No. I don't know if our use of the backyard scared them off or if the European sparrows did it. If it ever stops raining I plan on moving the house to the back of the property and bringing the Carolina wren house closer. The little wrens weren't as skittish about human activity.


----------



## doc- (Jun 26, 2015)

I notice that the bluebird sorties to/from the nest house are frequent during sunny weather, but almost absent during cloudy/rainy weather.We haven't seen the sun for four days now. Today is supposed to be clear, so we'll have another data point to judge my theory.


----------



## altair (Jul 23, 2011)

I hope they still stuck around somewhere  

I saw tree swallows dogfighting with our bluebirds a couple weekends ago and was worried they'd be chased off.

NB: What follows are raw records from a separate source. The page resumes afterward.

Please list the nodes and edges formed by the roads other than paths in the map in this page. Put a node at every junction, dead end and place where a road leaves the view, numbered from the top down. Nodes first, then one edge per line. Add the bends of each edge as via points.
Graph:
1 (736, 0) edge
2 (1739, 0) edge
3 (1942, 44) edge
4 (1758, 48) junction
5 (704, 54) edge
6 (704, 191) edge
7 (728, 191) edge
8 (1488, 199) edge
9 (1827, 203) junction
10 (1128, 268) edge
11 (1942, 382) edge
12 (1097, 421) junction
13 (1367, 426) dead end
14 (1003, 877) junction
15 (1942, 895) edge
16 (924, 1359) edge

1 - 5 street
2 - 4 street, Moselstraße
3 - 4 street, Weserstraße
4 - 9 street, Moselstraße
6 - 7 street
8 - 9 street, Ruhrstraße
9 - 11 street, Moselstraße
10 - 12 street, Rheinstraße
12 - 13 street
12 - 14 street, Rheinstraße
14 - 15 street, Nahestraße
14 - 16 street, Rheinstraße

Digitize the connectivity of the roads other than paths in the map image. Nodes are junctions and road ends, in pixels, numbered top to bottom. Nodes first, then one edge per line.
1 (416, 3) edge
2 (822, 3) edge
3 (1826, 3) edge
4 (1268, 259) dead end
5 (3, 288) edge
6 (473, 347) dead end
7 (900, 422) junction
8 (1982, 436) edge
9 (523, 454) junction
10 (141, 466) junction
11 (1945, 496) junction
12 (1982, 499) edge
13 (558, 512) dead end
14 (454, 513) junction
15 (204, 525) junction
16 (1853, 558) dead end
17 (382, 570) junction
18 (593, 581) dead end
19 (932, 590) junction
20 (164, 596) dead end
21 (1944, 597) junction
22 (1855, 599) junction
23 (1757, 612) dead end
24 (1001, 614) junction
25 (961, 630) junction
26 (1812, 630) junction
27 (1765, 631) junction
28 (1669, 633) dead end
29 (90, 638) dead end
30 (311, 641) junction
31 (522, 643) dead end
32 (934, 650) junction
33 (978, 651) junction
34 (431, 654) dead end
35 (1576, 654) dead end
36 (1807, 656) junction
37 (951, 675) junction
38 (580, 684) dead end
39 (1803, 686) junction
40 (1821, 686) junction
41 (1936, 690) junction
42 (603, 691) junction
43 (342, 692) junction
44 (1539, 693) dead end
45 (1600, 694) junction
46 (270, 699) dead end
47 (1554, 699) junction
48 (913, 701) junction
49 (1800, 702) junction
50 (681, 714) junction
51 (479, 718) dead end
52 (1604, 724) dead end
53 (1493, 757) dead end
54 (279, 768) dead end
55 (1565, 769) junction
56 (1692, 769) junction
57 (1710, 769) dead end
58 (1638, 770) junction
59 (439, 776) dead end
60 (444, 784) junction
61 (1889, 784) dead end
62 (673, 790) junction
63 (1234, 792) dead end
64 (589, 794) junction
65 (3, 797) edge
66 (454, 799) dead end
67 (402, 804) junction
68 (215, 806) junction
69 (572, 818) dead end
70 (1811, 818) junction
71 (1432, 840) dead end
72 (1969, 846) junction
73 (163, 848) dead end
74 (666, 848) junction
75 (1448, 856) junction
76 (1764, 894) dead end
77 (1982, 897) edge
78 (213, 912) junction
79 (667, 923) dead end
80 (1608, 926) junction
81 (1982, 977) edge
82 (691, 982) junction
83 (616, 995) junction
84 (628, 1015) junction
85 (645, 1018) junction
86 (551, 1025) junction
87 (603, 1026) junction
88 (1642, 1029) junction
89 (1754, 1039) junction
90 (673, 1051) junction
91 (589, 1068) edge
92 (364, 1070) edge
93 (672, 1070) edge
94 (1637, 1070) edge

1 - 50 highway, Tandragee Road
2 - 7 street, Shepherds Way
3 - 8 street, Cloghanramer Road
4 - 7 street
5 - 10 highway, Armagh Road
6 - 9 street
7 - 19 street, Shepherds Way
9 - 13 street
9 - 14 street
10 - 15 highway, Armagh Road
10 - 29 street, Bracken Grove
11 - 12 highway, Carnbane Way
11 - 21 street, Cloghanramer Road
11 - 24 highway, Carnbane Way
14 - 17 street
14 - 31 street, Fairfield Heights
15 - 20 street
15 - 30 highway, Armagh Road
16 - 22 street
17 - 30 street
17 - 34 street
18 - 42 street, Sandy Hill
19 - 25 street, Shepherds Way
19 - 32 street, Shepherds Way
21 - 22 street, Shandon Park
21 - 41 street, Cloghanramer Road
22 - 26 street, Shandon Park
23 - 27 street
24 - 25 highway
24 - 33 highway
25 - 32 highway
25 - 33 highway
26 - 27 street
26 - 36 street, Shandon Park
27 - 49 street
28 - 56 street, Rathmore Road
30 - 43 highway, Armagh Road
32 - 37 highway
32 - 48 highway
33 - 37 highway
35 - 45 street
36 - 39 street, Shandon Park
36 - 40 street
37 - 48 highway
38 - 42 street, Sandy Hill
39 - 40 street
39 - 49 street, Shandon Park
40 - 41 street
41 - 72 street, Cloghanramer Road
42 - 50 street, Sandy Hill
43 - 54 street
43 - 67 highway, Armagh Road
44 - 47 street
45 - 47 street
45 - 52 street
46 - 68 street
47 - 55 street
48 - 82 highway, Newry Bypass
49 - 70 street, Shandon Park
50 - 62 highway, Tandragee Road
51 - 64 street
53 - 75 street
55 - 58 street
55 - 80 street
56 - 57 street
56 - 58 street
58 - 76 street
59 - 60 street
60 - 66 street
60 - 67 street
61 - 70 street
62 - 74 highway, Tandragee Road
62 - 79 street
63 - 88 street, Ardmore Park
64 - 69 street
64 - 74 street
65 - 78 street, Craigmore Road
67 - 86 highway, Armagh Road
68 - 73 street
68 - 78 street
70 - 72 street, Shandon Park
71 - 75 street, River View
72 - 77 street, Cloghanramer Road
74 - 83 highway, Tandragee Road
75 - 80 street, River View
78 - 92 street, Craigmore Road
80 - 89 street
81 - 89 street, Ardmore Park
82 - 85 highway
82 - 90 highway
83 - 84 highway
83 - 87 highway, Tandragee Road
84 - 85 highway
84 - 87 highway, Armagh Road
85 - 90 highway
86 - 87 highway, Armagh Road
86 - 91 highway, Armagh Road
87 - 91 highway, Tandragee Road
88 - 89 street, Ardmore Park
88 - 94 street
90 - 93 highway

But the bluebirds are still around, and I saw one go into the house yesterday.

There have been starlings feeding on the ground nearby so I'm keeping my eyeballs open but I haven't seen them interested in the houses.

I came to realize I need more houses!


----------



## Danaus29 (Sep 12, 2005)

I have 4 wren houses, 2 bluebird and the Carolina wren box which is not like a regular wren box. One of the bluebird houses is regularly taken by house sparrows (relax, they don't last very long). One of the wren houses used to be inhabited by Chickadees but I think the House wrens got to it first this year. 

And even then, the Carolinas had to nest in my planting shelf in the front yard.


----------



## 67drake (May 6, 2020)

I just got back from the hardware store. I got some coupons in the mail for a discount on suet cakes, and they had birdseed on sale. These little buggers are eating an amazing amount right now. Based on past experience, the suet cakes get passed over once the warmer weather gets here. Then the hummingbird feeders need attention.


----------



## doc- (Jun 26, 2015)

The bluebirds have proventhemselves to be fair-weather friends. They were back to frequent visits to the house again today. They've got a little nest started in there....I wonder where they hang out when it's raining?


----------



## Danaus29 (Sep 12, 2005)

*UPDATE*

I didn't want invasive European House sparrows in the birdhouse so I moved it to the post where the wren house was. I had hoped the wrens would use that house if I put it next to the shed. The wrens were building a nest inside my shed which was not going to work. Anyway, the wren house is still empty. The shelf birdhouse made for Robins, which is also close to the shed, is still empty. The bluebird house was set up in the woods and I didn't think anything except house wrens would be tempted to use it. 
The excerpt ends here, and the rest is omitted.